Wound Assay to Evaluate the Migratory Capacity of Murine Myoblasts in Co-Culture
Wound Assay to Evaluate the Migratory Capacity of Murine Myoblasts in Co-Culture
筆記録
In response to a wound, secretory cells produce paracrine signaling molecules to activate myoblasts — undifferentiated muscle cells. Activated myoblasts migrate toward the wound site, where they proliferate, causing the wound to heal.
To evaluate the migratory capacity of myoblasts in vitro, take a multiwell plate containing a confluent monolayer of murine myoblasts. Using a pipette tip, scratch the monolayer to create a linear, cell-free patch inside the well, which simulates the wound site.
Carefully supplement the well with the growth medium without disturbing the wound patch.
Take a membranous insert containing an adherent culture of neural crest cells, or NCCs — secretory cells — in a suitable medium. Place the insert inside the well, so that the NCCs at the base are near the wound patch. Incubate the co-culture for the desired duration.
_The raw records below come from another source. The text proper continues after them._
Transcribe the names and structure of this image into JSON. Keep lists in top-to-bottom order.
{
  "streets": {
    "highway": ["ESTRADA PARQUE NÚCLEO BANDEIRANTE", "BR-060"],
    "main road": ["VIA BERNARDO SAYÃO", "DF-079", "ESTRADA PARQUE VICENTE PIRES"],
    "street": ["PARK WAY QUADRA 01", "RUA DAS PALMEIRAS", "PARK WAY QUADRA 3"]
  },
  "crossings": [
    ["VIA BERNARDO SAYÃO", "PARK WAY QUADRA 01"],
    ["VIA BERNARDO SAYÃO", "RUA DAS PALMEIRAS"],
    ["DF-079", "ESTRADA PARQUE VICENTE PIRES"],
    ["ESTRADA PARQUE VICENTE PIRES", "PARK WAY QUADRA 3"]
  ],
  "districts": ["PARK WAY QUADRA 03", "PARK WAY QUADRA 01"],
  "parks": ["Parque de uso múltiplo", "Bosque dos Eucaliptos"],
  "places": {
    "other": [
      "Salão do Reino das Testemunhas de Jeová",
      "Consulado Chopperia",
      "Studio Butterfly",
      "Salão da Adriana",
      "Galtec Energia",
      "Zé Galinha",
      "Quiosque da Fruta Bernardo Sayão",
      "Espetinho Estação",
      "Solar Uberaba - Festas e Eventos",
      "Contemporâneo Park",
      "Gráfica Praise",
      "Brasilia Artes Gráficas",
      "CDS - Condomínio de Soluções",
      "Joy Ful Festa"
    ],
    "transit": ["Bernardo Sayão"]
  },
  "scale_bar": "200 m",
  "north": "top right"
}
During incubation, the NCCs release signaling molecules that bind to the specific receptors on the myoblasts, initiating a signaling cascade. This signaling facilitates actin reorganization in the myoblasts, and as a result, these cells develop cytoplasmic projections such as lamellipodia and filopodia, at their edges. These projections help the myoblasts migrate toward the wounded area and gradually repopulate, leading to wound healing.
Place the plate under a microscope, and observe the wound healing, the extent of which correlates with the migratory capacity of myoblasts in co-culture.